With the abundance of food received, on top of the meal Salt Gastropub prepared, Salt donated supplies as well to George Mandakis, who is involved with “Storm Chefs”, a non-profit group providing relief to residents throughout New Jersey, and Lower Manhattan, who were impacted by Hurricane Sandy. The chefs involved, Boyle said, are cooking out of Jon Bon Jovi’s Soul Kitchen, a community restaurant where customers donate monies, or time to pay for their meals.
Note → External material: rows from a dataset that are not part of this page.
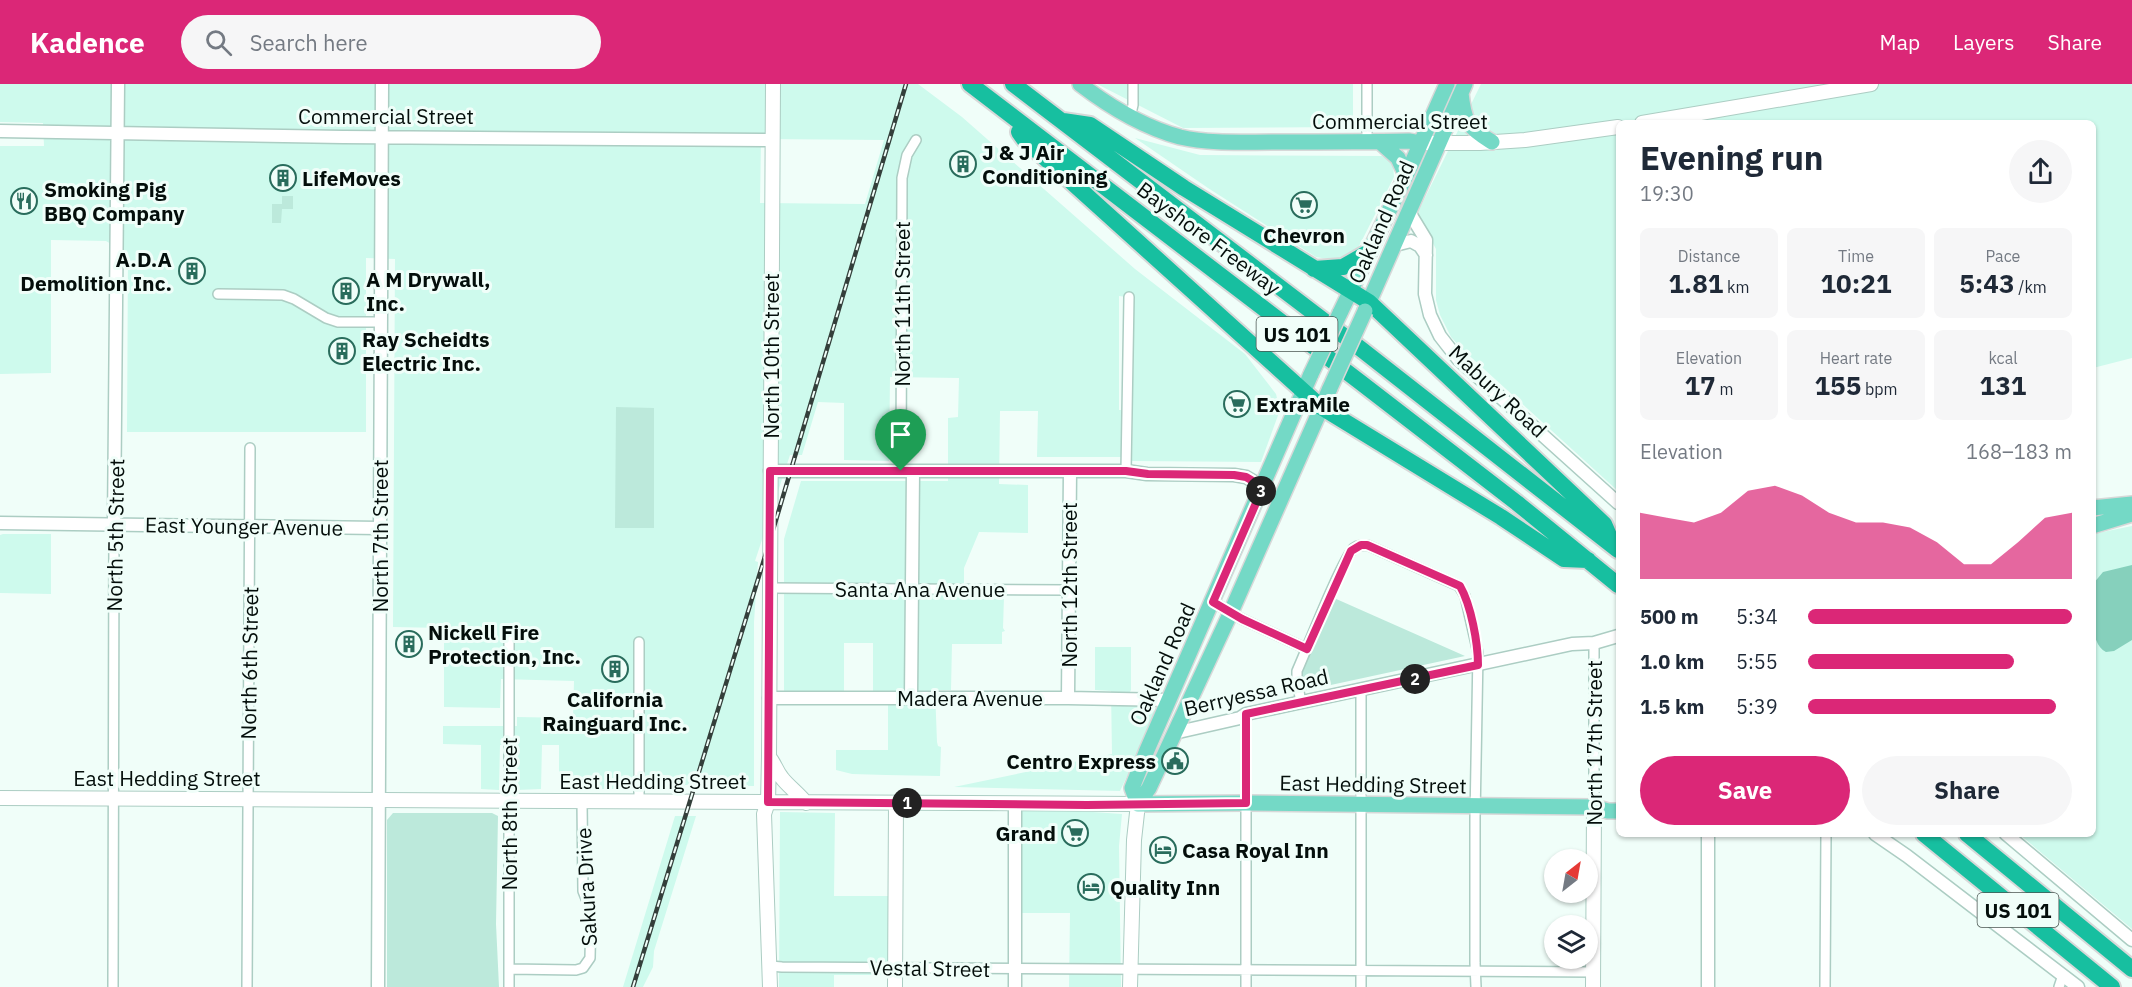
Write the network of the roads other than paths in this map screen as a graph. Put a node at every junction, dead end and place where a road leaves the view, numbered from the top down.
1 (118, 84) edge
2 (382, 84) edge
3 (773, 84) edge
4 (970, 84) edge
5 (1013, 84) edge
6 (1080, 84) edge
7 (1134, 84) edge
8 (1367, 84) edge
9 (1447, 84) edge
10 (1871, 84) edge
11 (1463, 88) edge
12 (1004, 109) junction
13 (1130, 118) junction
14 (1660, 120) edge
15 (1061, 121) junction
16 (1616, 127) edge
17 (0, 131) edge
18 (117, 135) junction
19 (382, 138) junction
20 (772, 140) junction
21 (916, 140) dead end
22 (1374, 141) junction
23 (1440, 142) junction
24 (1492, 142) junction
25 (1420, 143) junction
26 (1406, 176) junction
27 (1408, 212) junction
28 (1395, 245) junction
29 (1369, 252) junction
30 (1426, 255) junction
31 (1314, 269) junction
32 (219, 294) dead end
33 (1349, 295) junction
34 (1129, 297) dead end
35 (1367, 307) junction
36 (381, 322) junction
37 (1304, 393) junction
38 (1321, 407) junction
39 (250, 448) dead end
40 (770, 471) junction
41 (907, 471) junction
42 (1070, 471) junction
43 (1126, 471) junction
44 (1263, 487) junction
45 (1616, 501) edge
46 (2132, 504) edge
47 (2096, 508) edge
48 (2132, 514) edge
49 (0, 523) edge
50 (114, 525) junction
51 (250, 525) junction
52 (2096, 525) edge
53 (379, 528) junction
54 (1616, 548) edge
55 (1588, 560) junction
56 (1616, 583) edge
57 (771, 588) junction
58 (911, 588) junction
59 (1069, 590) junction
60 (1213, 602) junction
61 (1231, 612) junction
62 (1616, 637) edge
63 (508, 640) dead end
64 (639, 642) dead end
65 (1594, 643) junction
66 (1307, 649) junction
67 (1478, 665) junction
68 (1361, 690) junction
69 (911, 697) junction
70 (769, 698) junction
71 (1068, 698) junction
72 (1170, 700) junction
73 (1301, 703) junction
74 (1246, 714) junction
75 (1174, 733) junction
76 (769, 757) junction
77 (0, 798) edge
78 (114, 798) junction
79 (247, 799) junction
80 (379, 800) junction
81 (1616, 801) edge
82 (508, 802) junction
83 (582, 802) junction
84 (768, 802) junction
85 (806, 802) junction
86 (639, 803) junction
87 (896, 803) junction
88 (1246, 803) junction
89 (1015, 804) junction
90 (1138, 804) junction
91 (1362, 804) junction
92 (1476, 806) junction
93 (1594, 807) junction
94 (1616, 811) edge
95 (1708, 837) edge
96 (1826, 837) edge
97 (1879, 837) edge
98 (1928, 837) edge
99 (1971, 837) edge
100 (2010, 837) edge
101 (2132, 940) edge
102 (770, 966) junction
103 (896, 968) junction
104 (510, 969) junction
105 (2132, 969) edge
106 (1015, 970) junction
107 (1130, 971) junction
108 (1246, 971) junction
109 (1476, 971) junction
110 (1361, 972) junction
111 (1593, 972) junction
112 (2063, 975) junction
113 (113, 987) edge
114 (247, 987) edge
115 (378, 987) edge
116 (509, 987) edge
117 (770, 987) edge
118 (896, 987) edge
119 (1015, 987) edge
120 (1130, 987) edge
121 (1246, 987) edge
122 (1362, 987) edge
123 (1476, 987) edge
124 (1593, 987) edge
125 (1708, 987) edge
126 (1825, 987) edge
127 (2059, 987) edge
128 (2078, 987) edge
129 (2112, 987) edge

1 - 18 street, North 5th Street
2 - 19 street, North 7th Street
3 - 20 main road, North 10th Street
4 - 12 highway, Bayshore Freeway / US 101
5 - 15 highway, Bayshore Freeway / US 101
6 - 13 main road, Commercial Street
7 - 13 street
8 - 22 street
9 - 25 main road, Oakland Road
10 - 14 main road
11 - 23 main road, Oakland Road
11 - 24 main road
12 - 37 highway
12 - 55 highway, Bayshore Freeway / US 101
13 - 22 main road, Commercial Street
15 - 31 highway
15 - 54 highway, Bayshore Freeway / US 101
16 - 24 main road, Commercial Street
17 - 18 street, Commercial Street
18 - 19 street, Commercial Street
18 - 50 street, North 5th Street
19 - 20 street, Commercial Street
19 - 36 street, North 7th Street
20 - 40 main road, North 10th Street
21 - 41 street, North 11th Street
22 - 25 main road, Commercial Street
22 - 26 main road
23 - 24 main road, Commercial Street
23 - 25 main road, Commercial Street
23 - 27 main road, Oakland Road
25 - 26 main road, Oakland Road
26 - 29 main road, Oakland Road
27 - 28 main road, Oakland Road
27 - 30 street, Mabury Road
28 - 30 street
28 - 35 main road, Oakland Road
29 - 31 highway
29 - 33 main road, Oakland Road
30 - 45 street, Mabury Road
31 - 33 highway
32 - 36 street
33 - 35 highway
33 - 37 main road, Oakland Road, bridge
34 - 43 street
35 - 38 main road, Oakland Road, bridge
35 - 54 highway
36 - 53 street, North 7th Street
37 - 38 highway
37 - 44 main road, Oakland Road
38 - 55 highway
38 - 61 main road, Oakland Road
39 - 51 street, North 6th Street
40 - 41 street
40 - 57 main road, North 10th Street
41 - 42 street
41 - 58 street, North 11th Street
42 - 43 street
42 - 59 street, North 12th Street
43 - 44 street
44 - 60 main road, Oakland Road
46 - 47 main road
48 - 52 main road
49 - 50 street, East Younger Avenue
50 - 51 street, East Younger Avenue
50 - 78 street, North 5th Street
51 - 53 street, East Younger Avenue
51 - 79 street, North 6th Street
53 - 80 street, North 7th Street
55 - 56 highway, Bayshore Freeway / US 101
57 - 58 street, Santa Ana Avenue
57 - 70 main road, North 10th Street
58 - 59 street, Santa Ana Avenue
58 - 69 street, North 11th Street
59 - 71 street, North 12th Street
60 - 61 street
60 - 72 main road, Oakland Road
61 - 66 street
61 - 75 main road, Oakland Road
62 - 65 street, Berryessa Road
63 - 82 street, North 8th Street
64 - 86 street
65 - 67 street, Berryessa Road
65 - 93 street, North 17th Street
66 - 67 street
66 - 73 street
67 - 68 street, Berryessa Road
67 - 92 street
68 - 73 street, Berryessa Road
68 - 91 street
69 - 70 street, Madera Avenue
69 - 71 street, Madera Avenue
70 - 76 main road, North 10th Street
71 - 72 street, Madera Avenue
72 - 90 main road, Oakland Road
73 - 74 street, Berryessa Road
74 - 75 street, Berryessa Road
74 - 88 street
75 - 90 main road, Oakland Road
76 - 84 main road, North 10th Street
76 - 85 main road
77 - 78 main road, East Hedding Street
78 - 79 main road, East Hedding Street
78 - 113 street, North 5th Street
79 - 80 main road, East Hedding Street
79 - 114 street, North 6th Street
80 - 82 main road, East Hedding Street
80 - 115 street, North 7th Street
81 - 93 main road, East Hedding Street
82 - 83 main road, East Hedding Street
82 - 104 street, North 8th Street
83 - 86 main road, East Hedding Street
83 - 104 street, Sakura Drive
84 - 85 main road, East Hedding Street
84 - 86 main road, East Hedding Street
84 - 102 main road, North 10th Street
85 - 87 main road, East Hedding Street
87 - 89 main road, East Hedding Street
87 - 103 main road
88 - 90 main road, East Hedding Street
88 - 91 main road, East Hedding Street
88 - 108 street
89 - 90 main road, East Hedding Street
89 - 106 street
90 - 107 main road
91 - 92 main road, East Hedding Street
91 - 110 street
92 - 93 main road, East Hedding Street
92 - 109 street
93 - 94 main road, East Hedding Street
93 - 111 main road, North 17th Street
95 - 125 street
96 - 126 street
97 - 112 street
98 - 129 highway, US 101
99 - 105 highway, US 101
100 - 101 street
102 - 103 street, Vestal Street
102 - 117 main road, North 10th Street
103 - 106 street, Vestal Street
103 - 118 main road
104 - 116 street, North 8th Street
106 - 107 street, Vestal Street
106 - 119 street
107 - 108 street, Vestal Street
107 - 120 main road
108 - 110 street, Vestal Street
108 - 121 street
109 - 110 street, Vestal Street
109 - 111 street, Vestal Street
109 - 123 street
110 - 122 street
111 - 124 main road, North 17th Street
112 - 127 street
112 - 128 street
“We were able to donate an incredible amount of food,” said Bradley Boyle.
"All the volunteers were so excited to be here," said Jennifer Hornung, Salt Gastropub's General Manager.
One Byram Township resident, who wished not to be named, and simply described himself as “someone who cares,” was there for the Salt Community Dinner, to volunteer his time. He had read a news article about the dinner, and said, “What a great thing.”
So moved by the Boyle’s and staff, this resident offered to do anything, “I’ll even help scrub the floor.”
Instead, he ended up spending his time in the kitchen doing dishes.
“It’s amazing what these people have done after all they’ve been through,” he concluded.